European Stocks Retreat as Greek Credit-Default Swaps Surge
Alpha Bank SA (ALPHA), Greece’s third-largest lender, Banco Santander SA (SAN), the biggest Spanish bank, and Portugal’s Banco Espirito Santo SA all dropped more than 2 percent as credit-default swaps on the nations’ debt gained. Vedanta Resources Plc (VED) fell 2.7 percent as copper retreated in London. Oriflame Cosmetics SA (ORI) slumped the most in almost four years after reporting earnings that missed analysts’ estimates.
The Stoxx Europe 600 Index slid 0.6 percent to 268.23. Greece began talks today on activating a 45 billion-euro ($61 billion) emergency aid package as the International Monetary Fund called the country’s fiscal crisis a “wake-up call” on sovereign-debt risks. The government needs to raise about 10 billion euros before the end of May, and its soaring financing costs are lending urgency to the talks.
“There are still deficit concerns to digest and issues with financial companies,” said Andrea Williams, who helps manage about $1.9 billion at Royal London Asset Management. “Investors have to be selective.”
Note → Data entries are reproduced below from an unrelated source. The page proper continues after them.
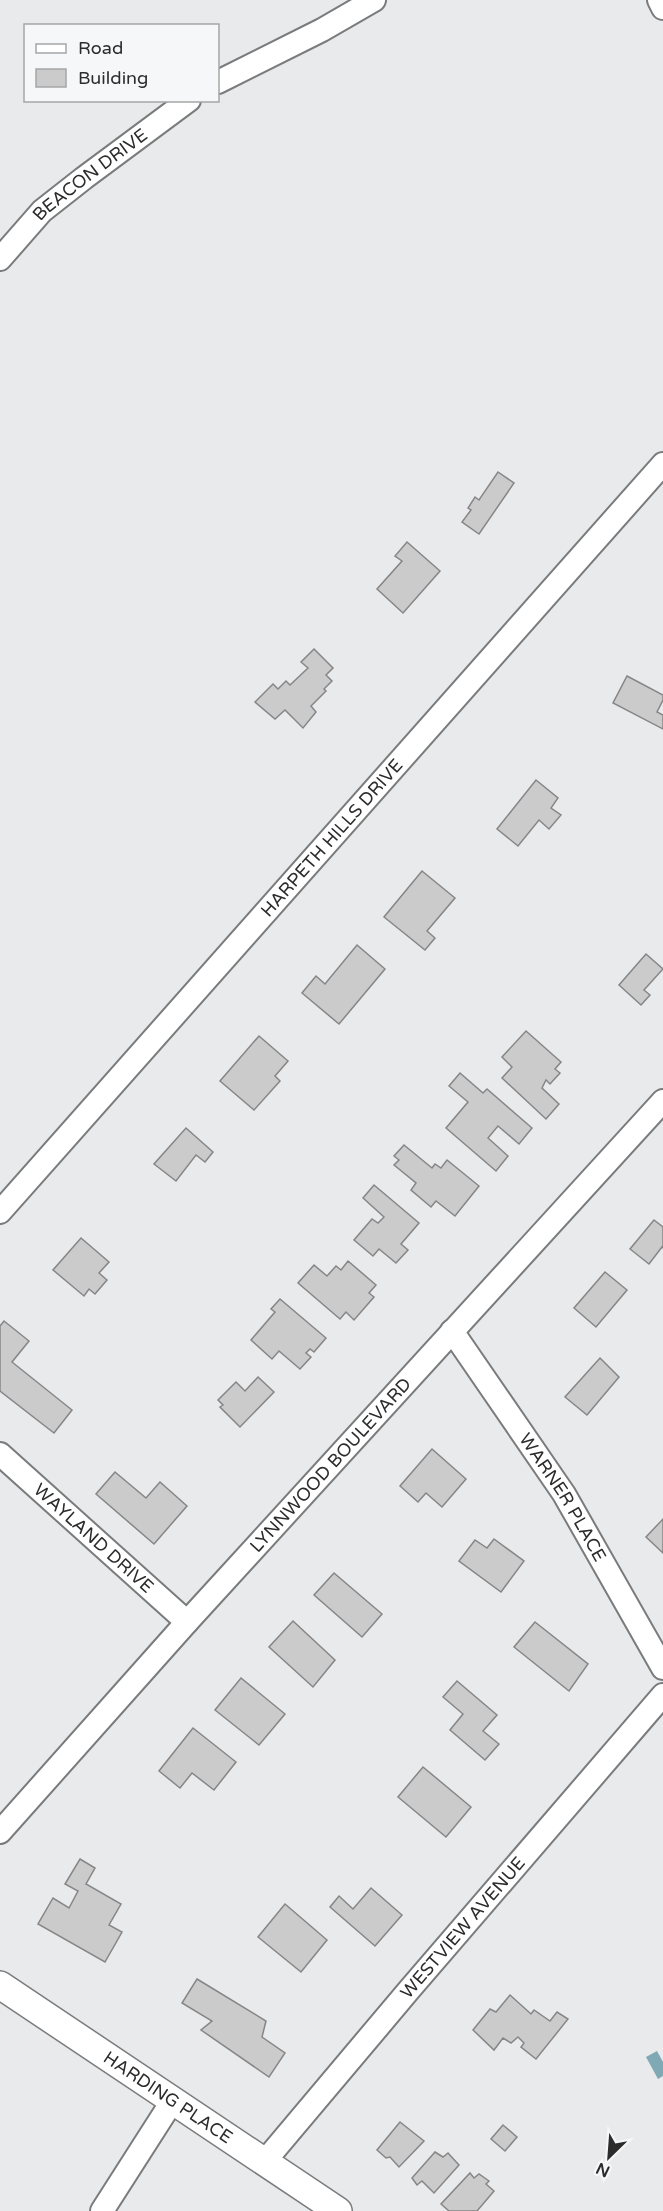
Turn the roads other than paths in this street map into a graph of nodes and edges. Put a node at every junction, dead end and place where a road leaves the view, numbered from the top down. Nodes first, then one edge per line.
1 (374, 0) edge
2 (659, 0) edge
3 (663, 8) edge
4 (219, 82) edge
5 (186, 102) edge
6 (0, 259) edge
7 (663, 464) edge
8 (663, 1101) edge
9 (0, 1212) edge
10 (452, 1331) junction
11 (0, 1454) edge
12 (187, 1622) junction
13 (663, 1668) edge
14 (663, 1695) edge
15 (0, 1832) edge
16 (0, 1985) edge
17 (173, 2100) junction
18 (265, 2161) junction
19 (102, 2211) edge
20 (338, 2211) edge

1 - 4 street
2 - 3 street
5 - 6 street, BEACON DRIVE
7 - 9 street, HARPETH HILLS DRIVE
8 - 10 street, LYNNWOOD BOULEVARD
10 - 12 street, LYNNWOOD BOULEVARD
10 - 13 street, WARNER PLACE
11 - 12 street, WAYLAND DRIVE
12 - 15 street, LYNNWOOD BOULEVARD
14 - 18 street, WESTVIEW AVENUE
16 - 17 main road, HARDING PLACE
17 - 18 main road, HARDING PLACE
17 - 19 street
18 - 20 main road, HARDING PLACE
Greece led an increase in the cost of insuring against default on government debt. Credit-default swaps on the nation surged 31 basis points to a record 495, according to CMA DataVision prices. Contracts on Portugal jumped 27 basis points to 228 while Spain climbed 16 to 161. Greek 10-year government bonds fell for a seventh day, pushing the yield above 8 percent.
“The main risk is that, if unchecked, market concerns about sovereign liquidity and solvency in Greece could turn into a full-blown sovereign debt crisis, leading to some contagion,” the IMF said today in its World Economic Outlook. “This reinforces the importance of efforts by Greek authorities to re-establish the credibility of their fiscal policy.”
Alpha Bank sank 5.2 percent to 6.26 euros and Piraeus Bank SA (TPEIR) retreated 3.3 percent to 5.95 euros. Santander dropped 2.9 percent to 10.23 euros, while in Portugal, Banco Espirito Santo lost 4.6 percent to 3.72 euros.
Vedanta led mining shares lower as copper, lead and nickel declined on the London Metal Exchange. The largest copper producer in India retreated 2.7 percent to 2,674 pence while Xstrata Plc lost 4 percent to 1,165 pence. BHP Billiton Ltd. (BHP), which today said it found evidence of possible breaches of anti-corruption laws, declined 2.8 percent to 2,118 pence.
Oriflame Cosmetics sank 13 percent to 408 kronor, the steepest decline since May 2006, after the cosmetics maker reported first-quarter sales and pretax profit that fell short of analysts’ estimates.
Infineon Technologies AG (IFX), Europe’s second-biggest chipmaker, climbed 3.8 percent to 5.40 euros. ARM Holdings Plc (ARM), the U.K. designer of semiconductors used by Apple, surged 3.1 percent to 250.5 pence.
Separately, Intel Corp., the world’s biggest maker of chips for computers, said it’s considering acquisitions that would help get its processors into smartphones and consumer electronics.
“We are looking at what we believe can accelerate our progress in those markets,” Chief Financial Officer Stacy Smith said in an interview at Bloomberg’s headquarters in New York yesterday. “As we see other opportunities like that, we think it’s a place where we can and will deploy capital.”
Volkswagen AG (VOW)’s preferred shares climbed 3.8 percent to 75.26 euros after Europe’s largest automaker said first-quarter profit almost doubled to 473 million euros as sales in China and at the Audi luxury brand jumped to records.
Earnings beat the average analyst estimate compiled by Bloomberg of 459 million euros. Sales rose 19 percent.
Fiat SpA (F) rose 1.7 percent to 10.60 euros, extending yesterday’s 9.3 percent advance. The Italian automaker said it expects to complete the spinoff of its industrial units by the end of the year.
Bic SA soared 8.1 percent to 61.22 euros, leading advancing shares in the Stoxx 600. The world’s largest maker of disposable pens said first-quarter net income rose 32 percent to 35.4 million euros.